|Chicken pieces||3 Pound (1.5 Kilogram)|
|Seasoned flour||1 Ounce (1/4 Cup / 30 Gram)|
|Butter||2 Ounce (60 Gram)|
|Garlic||2 Clove (10 gm), crushed|
|Chicken stock||1 Pint (2 1/2 Cups / 600 Milliliter)|
|Tomato paste||2 Tablespoon|
|Vegetable oil||1 Tablespoon|
|Carrots||2 Small, diced|
|Turnip||1 , diced|
|Parsnip||1 , diced|
|Bacon rashers||3 , chopped|
|Baby potatoes||8 , quartered|
|Chopped fresh parsley||3 Tablespoon|
|Freshly ground black pepper||To Taste|
1. Toss chicken in flour to coat. Shake off excess flour and reserve 1 tablespoon.
2. Melt butter in a frying pan over a medium heat and cook chicken, in batches, until brown. Place in a casserole dish.
3. Add garlic and reserved flour to pan and cook over a low heat, stirring, for 1 minute. Combine stock and tomato paste (puree). Remove pan from heat, stir in stock mixture, return to heat and cook over a medium heat, stirring constantly, until mixture boils and thickens.
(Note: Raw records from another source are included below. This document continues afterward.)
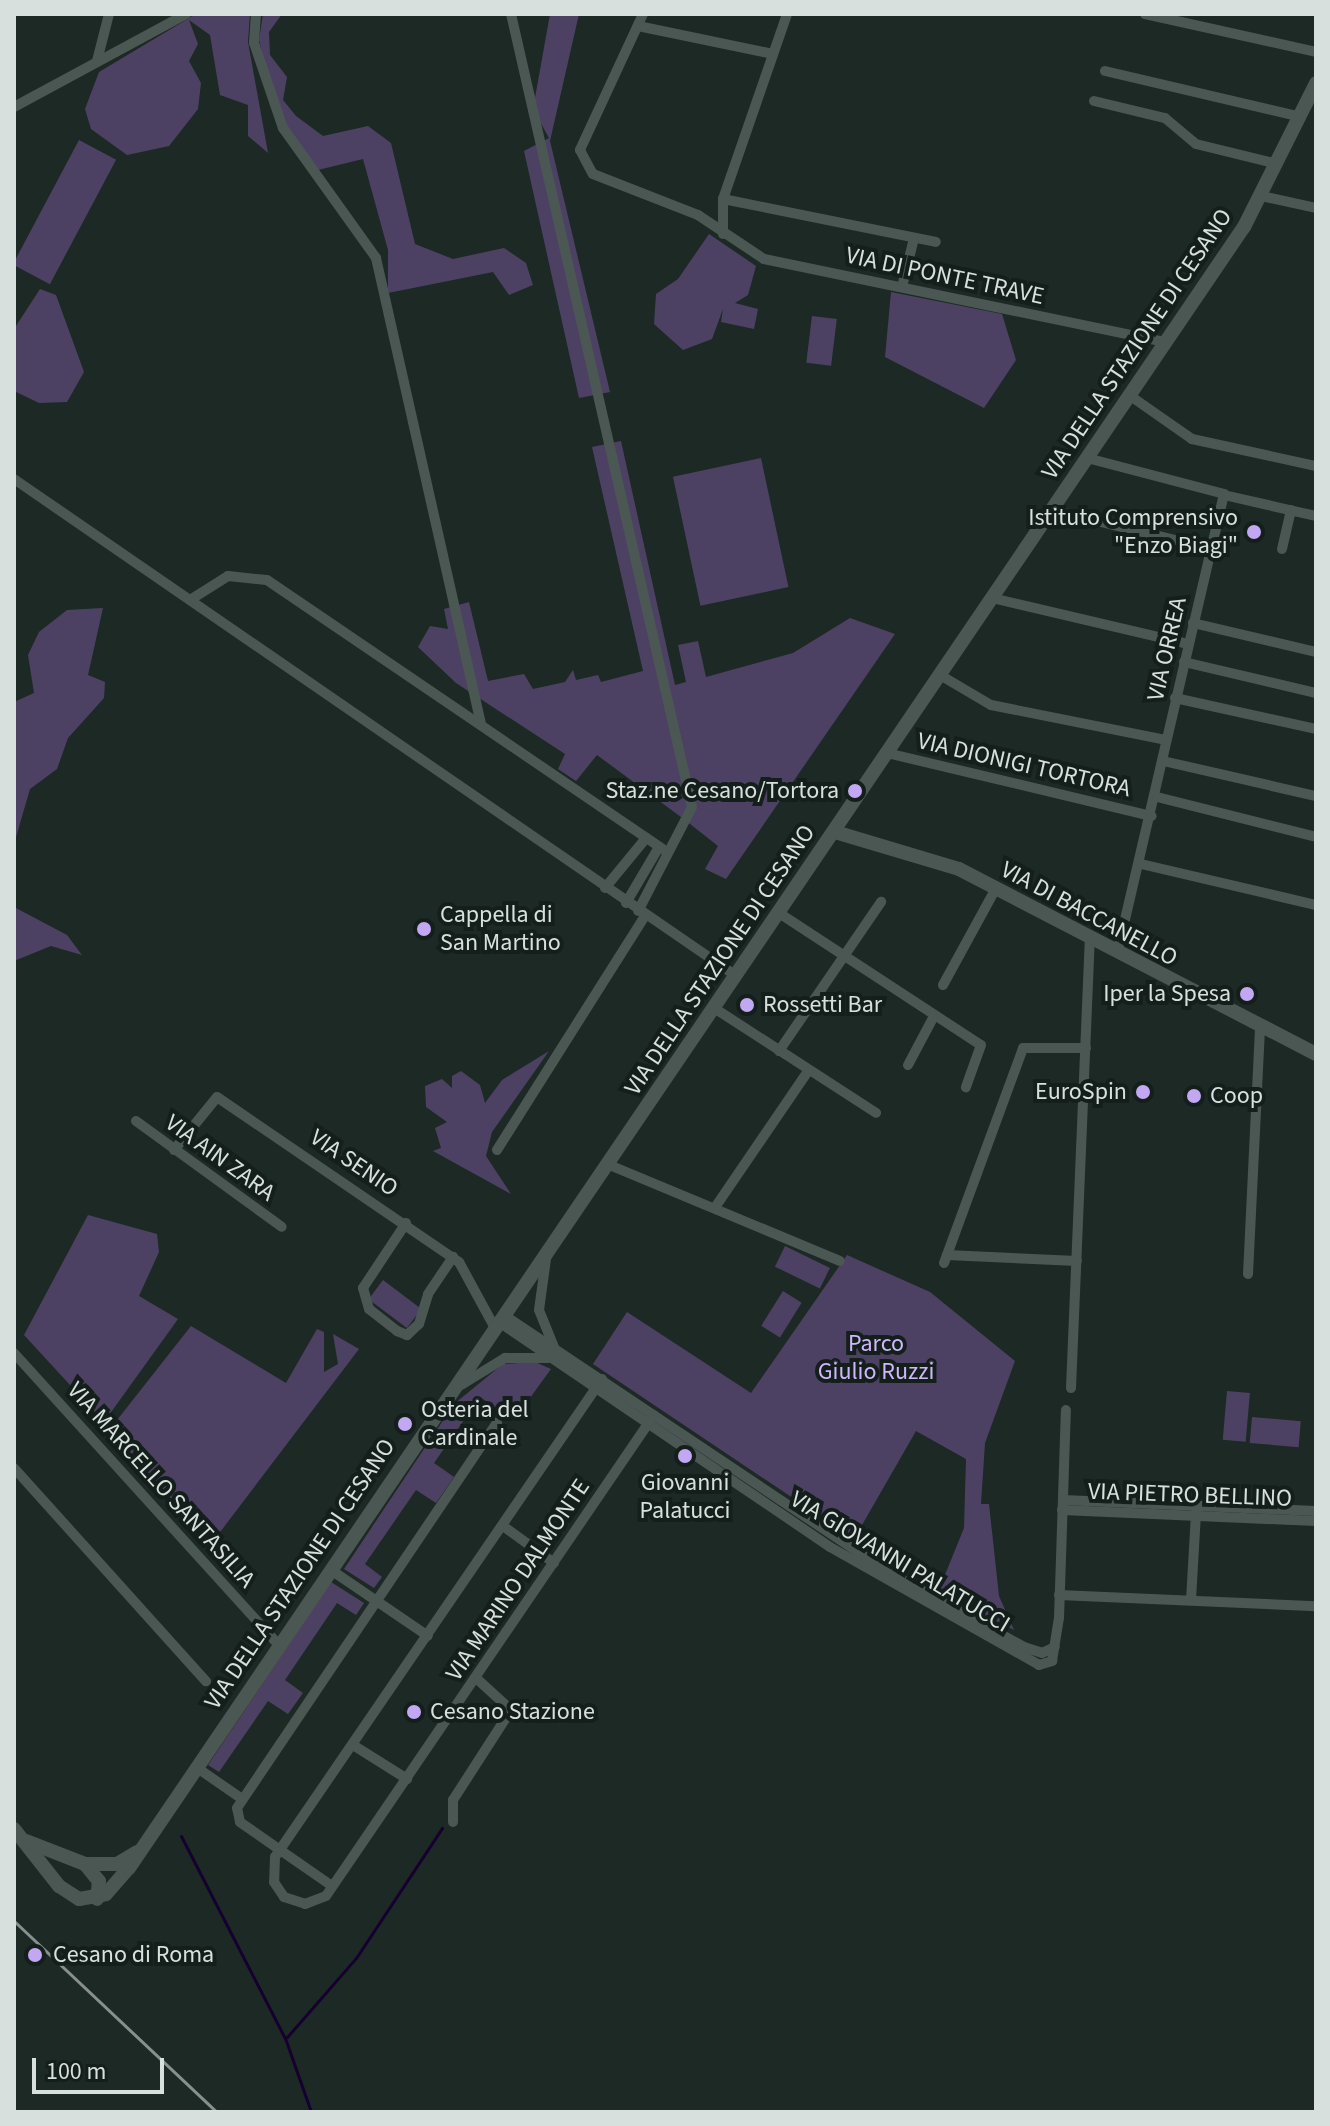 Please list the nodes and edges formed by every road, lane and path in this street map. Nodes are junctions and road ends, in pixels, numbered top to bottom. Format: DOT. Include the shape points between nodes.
graph roads {
  1 [pos="109,14"];
  2 [pos="186,14"];
  3 [pos="256,14"];
  4 [pos="511,14"];
  5 [pos="643,14"];
  6 [pos="787,14"];
  7 [pos="1145,14"];
  8 [pos="638,26"];
  9 [pos="1316,52"];
  10 [pos="773,54"];
  11 [pos="97,61"];
  12 [pos="1105,71"];
  13 [pos="1316,83"];
  14 [pos="1094,101"];
  15 [pos="14,107"];
  16 [pos="1301,117"];
  17 [pos="1278,164"];
  18 [pos="1261,196"];
  19 [pos="723,199"];
  20 [pos="1316,208"];
  21 [pos="723,234"];
  22 [pos="914,238"];
  23 [pos="936,242"];
  24 [pos="902,287"];
  25 [pos="1166,342"];
  26 [pos="1129,395"];
  27 [pos="1087,458"];
  28 [pos="1316,466"];
  29 [pos="14,479"];
  30 [pos="1224,495"];
  31 [pos="1052,510"];
  32 [pos="1291,510"];
  33 [pos="1316,516"];
  34 [pos="1175,540"];
  35 [pos="1282,549"];
  36 [pos="992,598"];
  37 [pos="190,600"];
  38 [pos="1193,623"];
  39 [pos="1188,644"];
  40 [pos="1316,652"];
  41 [pos="1184,662"];
  42 [pos="940,675"];
  43 [pos="1316,693"];
  44 [pos="1175,698"];
  45 [pos="481,725"];
  46 [pos="1316,729"];
  47 [pos="1166,740"];
  48 [pos="887,753"];
  49 [pos="1163,761"];
  50 [pos="1316,796"];
  51 [pos="1157,797"];
  52 [pos="1152,816"];
  53 [pos="835,832"];
  54 [pos="1316,837"];
  55 [pos="646,838"];
  56 [pos="662,849"];
  57 [pos="1141,864"];
  58 [pos="605,888"];
  59 [pos="996,888"];
  60 [pos="881,902"];
  61 [pos="626,903"];
  62 [pos="1316,905"];
  63 [pos="779,913"];
  64 [pos="642,914"];
  65 [pos="1090,937"];
  66 [pos="1117,952"];
  67 [pos="843,958"];
  68 [pos="736,976"];
  69 [pos="943,985"];
  70 [pos="714,1008"];
  71 [pos="933,1018"];
  72 [pos="1260,1028"];
  73 [pos="1086,1048"];
  74 [pos="779,1051"];
  75 [pos="1316,1054"];
  76 [pos="908,1065"];
  77 [pos="808,1071"];
  78 [pos="966,1087"];
  79 [pos="876,1113"];
  80 [pos="136,1121"];
  81 [pos="174,1150"];
  82 [pos="497,1150"];
  83 [pos="607,1164"];
  84 [pos="716,1206"];
  85 [pos="406,1223"];
  86 [pos="282,1227"];
  87 [pos="548,1250"];
  88 [pos="453,1257"];
  89 [pos="840,1261"];
  90 [pos="1077,1261"];
  91 [pos="1248,1274"];
  92 [pos="499,1322"];
  93 [pos="14,1353"];
  94 [pos="554,1354"];
  95 [pos="599,1384"];
  96 [pos="1071,1388"];
  97 [pos="449,1394"];
  98 [pos="1066,1410"];
  99 [pos="651,1419"];
  100 [pos="497,1422"];
  101 [pos="14,1468"];
  102 [pos="1062,1505"];
  103 [pos="1196,1511"];
  104 [pos="1316,1511"];
  105 [pos="1316,1521"];
  106 [pos="503,1526"];
  107 [pos="554,1563"];
  108 [pos="331,1570"];
  109 [pos="1059,1595"];
  110 [pos="1191,1600"];
  111 [pos="376,1601"];
  112 [pos="1316,1606"];
  113 [pos="428,1636"];
  114 [pos="279,1645"];
  115 [pos="476,1678"];
  116 [pos="206,1681"];
  117 [pos="353,1745"];
  118 [pos="196,1767"];
  119 [pos="407,1779"];
  120 [pos="242,1799"];
  121 [pos="453,1822"];
  122 [pos="18,1834"];
  123 [pos="140,1849"];
  124 [pos="280,1850"];
  125 [pos="85,1864"];
  126 [pos="332,1886"];
  127 [pos="97,1899"];
  1 -- 11 [label="street"];
  2 -- 11 [label="street"];
  3 -- 45 [label="street" via="254,43 283,128 376,258"];
  4 -- 56 [label="street" via="692,807"];
  5 -- 8 [label="street"];
  6 -- 10 [label="street"];
  7 -- 9 [label="street"];
  8 -- 10 [label="street"];
  8 -- 21 [label="street, VIA DI PONTE TRAVE" via="581,160 596,176 690,211"];
  10 -- 19 [label="street"];
  11 -- 15 [label="street"];
  12 -- 16 [label="street"];
  13 -- 16 [label="street, VIA DELLA STAZIONE DI CESANO"];
  14 -- 17 [label="street" via="1165,118 1193,143"];
  16 -- 17 [label="street, VIA DELLA STAZIONE DI CESANO"];
  17 -- 18 [label="street, VIA DELLA STAZIONE DI CESANO"];
  18 -- 20 [label="street"];
  18 -- 25 [label="street, VIA DELLA STAZIONE DI CESANO"];
  19 -- 21 [label="street"];
  19 -- 22 [label="street"];
  21 -- 24 [label="street, VIA DI PONTE TRAVE" via="764,259"];
  22 -- 23 [label="street"];
  22 -- 24 [label="street"];
  24 -- 25 [label="street, VIA DI PONTE TRAVE"];
  25 -- 26 [label="street, VIA DELLA STAZIONE DI CESANO"];
  26 -- 27 [label="street, VIA DELLA STAZIONE DI CESANO"];
  26 -- 28 [label="street" via="1192,439"];
  27 -- 30 [label="street"];
  27 -- 31 [label="street, VIA DELLA STAZIONE DI CESANO"];
  29 -- 37 [label="street"];
  30 -- 32 [label="street"];
  30 -- 38 [label="street, VIA ORREA"];
  31 -- 34 [label="street"];
  31 -- 36 [label="street, VIA DELLA STAZIONE DI CESANO"];
  32 -- 33 [label="street"];
  32 -- 35 [label="street"];
  36 -- 39 [label="street"];
  36 -- 42 [label="street, VIA DELLA STAZIONE DI CESANO"];
  37 -- 45 [label="street" via="228,576 267,580"];
  37 -- 58 [label="street"];
  38 -- 39 [label="street, VIA ORREA"];
  38 -- 40 [label="street"];
  39 -- 41 [label="street, VIA ORREA"];
  41 -- 43 [label="street"];
  41 -- 44 [label="street, VIA ORREA"];
  42 -- 47 [label="street" via="991,705"];
  42 -- 48 [label="street, VIA DELLA STAZIONE DI CESANO"];
  44 -- 46 [label="street"];
  44 -- 47 [label="street, VIA ORREA"];
  45 -- 55 [label="street"];
  47 -- 49 [label="street, VIA ORREA"];
  48 -- 52 [label="street, VIA DIONIGI TORTORA"];
  48 -- 53 [label="street, VIA DELLA STAZIONE DI CESANO"];
  49 -- 50 [label="street"];
  49 -- 51 [label="street, VIA ORREA"];
  51 -- 52 [label="street, VIA ORREA"];
  51 -- 54 [label="street"];
  52 -- 57 [label="street, VIA ORREA"];
  53 -- 59 [label="street, VIA DI BACCANELLO" via="932,858"];
  53 -- 63 [label="street, VIA DELLA STAZIONE DI CESANO"];
  55 -- 56 [label="street"];
  55 -- 58 [label="street"];
  56 -- 61 [label="street"];
  56 -- 64 [label="street"];
  57 -- 62 [label="street"];
  57 -- 66 [label="street, VIA ORREA"];
  58 -- 61 [label="street"];
  59 -- 65 [label="street, VIA DI BACCANELLO"];
  59 -- 69 [label="street"];
  60 -- 67 [label="street"];
  61 -- 64 [label="street"];
  63 -- 67 [label="street"];
  63 -- 68 [label="street, VIA DELLA STAZIONE DI CESANO"];
  64 -- 68 [label="street"];
  64 -- 82 [label="street"];
  65 -- 66 [label="street, VIA DI BACCANELLO"];
  65 -- 73 [label="street"];
  66 -- 72 [label="street, VIA DI BACCANELLO"];
  67 -- 71 [label="street"];
  67 -- 74 [label="street"];
  68 -- 70 [label="street, VIA DELLA STAZIONE DI CESANO"];
  70 -- 74 [label="street"];
  70 -- 83 [label="street, VIA DELLA STAZIONE DI CESANO"];
  71 -- 76 [label="street"];
  71 -- 78 [label="street" via="982,1047"];
  72 -- 75 [label="street, VIA DI BACCANELLO"];
  72 -- 91 [label="street"];
  73 -- 90 [label="street"];
  73 -- 90 [label="street" via="1023,1048 946,1259"];
  74 -- 77 [label="street"];
  77 -- 79 [label="street"];
  77 -- 84 [label="street"];
  80 -- 81 [label="street, VIA AIN ZARA"];
  81 -- 85 [label="street, VIA SENIO" via="217,1097"];
  81 -- 86 [label="street, VIA AIN ZARA"];
  83 -- 84 [label="street"];
  83 -- 87 [label="street, VIA DELLA STAZIONE DI CESANO"];
  84 -- 89 [label="street"];
  85 -- 88 [label="street, VIA SENIO"];
  85 -- 88 [label="street" via="363,1288 369,1309 397,1331 407,1335 419,1324 428,1294"];
  87 -- 92 [label="street, VIA DELLA STAZIONE DI CESANO"];
  87 -- 94 [label="street" via="539,1310"];
  88 -- 92 [label="street, VIA SENIO" via="473,1277"];
  90 -- 96 [label="street"];
  92 -- 94 [label="street, VIA GIOVANNI PALATUCCI"];
  92 -- 97 [label="street, VIA DELLA STAZIONE DI CESANO"];
  93 -- 114 [label="street, VIA MARCELLO SANTASILIA"];
  94 -- 95 [label="street, VIA GIOVANNI PALATUCCI"];
  94 -- 97 [label="street" via="505,1358"];
  95 -- 99 [label="street, VIA GIOVANNI PALATUCCI"];
  95 -- 106 [label="street, VIA MARINO DALMONTE"];
  97 -- 108 [label="street, VIA DELLA STAZIONE DI CESANO"];
  98 -- 102 [label="street"];
  99 -- 107 [label="street, VIA MARINO DALMONTE"];
  99 -- 109 [label="street, VIA GIOVANNI PALATUCCI" via="879,1566 1024,1647 1042,1653 1055,1647"];
  100 -- 111 [label="street"];
  101 -- 116 [label="street"];
  102 -- 103 [label="street, VIA PIETRO BELLINO"];
  102 -- 109 [label="street"];
  103 -- 104 [label="street, VIA PIETRO BELLINO"];
  103 -- 105 [label="street, VIA PIETRO BELLINO"];
  103 -- 110 [label="street"];
  106 -- 107 [label="street"];
  106 -- 113 [label="street, VIA MARINO DALMONTE"];
  107 -- 115 [label="street, VIA MARINO DALMONTE"];
  108 -- 111 [label="street"];
  108 -- 114 [label="street, VIA DELLA STAZIONE DI CESANO"];
  109 -- 110 [label="street"];
  110 -- 112 [label="street"];
  111 -- 113 [label="street"];
  111 -- 120 [label="street"];
  113 -- 117 [label="street, VIA MARINO DALMONTE"];
  114 -- 118 [label="street, VIA DELLA STAZIONE DI CESANO"];
  115 -- 119 [label="street, VIA MARINO DALMONTE"];
  115 -- 121 [label="street" via="511,1710 453,1800"];
  117 -- 119 [label="street"];
  117 -- 124 [label="street, VIA MARINO DALMONTE"];
  118 -- 120 [label="street"];
  118 -- 123 [label="street, VIA DELLA STAZIONE DI CESANO"];
  119 -- 126 [label="street, VIA MARINO DALMONTE"];
  120 -- 124 [label="street" via="238,1820"];
  122 -- 125 [label="street"];
  122 -- 127 [label="street" via="64,1891"];
  123 -- 125 [label="street" via="117,1864"];
  123 -- 127 [label="street, VIA DELLA STAZIONE DI CESANO"];
  124 -- 126 [label="street"];
  124 -- 126 [label="street" via="272,1876 284,1897 311,1903"];
  125 -- 127 [label="street" via="99,1881"];
}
Pour mixture over chicken, cover and bake at 200°C/400°F/Gas 6 for 30 minutes.
4. Heat oil in a frying pan over a medium heat, add carrots, turnip and parsnip and cook for 3-4 minutes. Remove from pan and set aside. Add onions and bacon to pan and cook for 4-5 minutes or until bacon is crisp. Add turnip and onion mixtures, potatoes, parsley and black pepper to taste to chicken mixture and bake for 40 minutes or until vegetables are tender.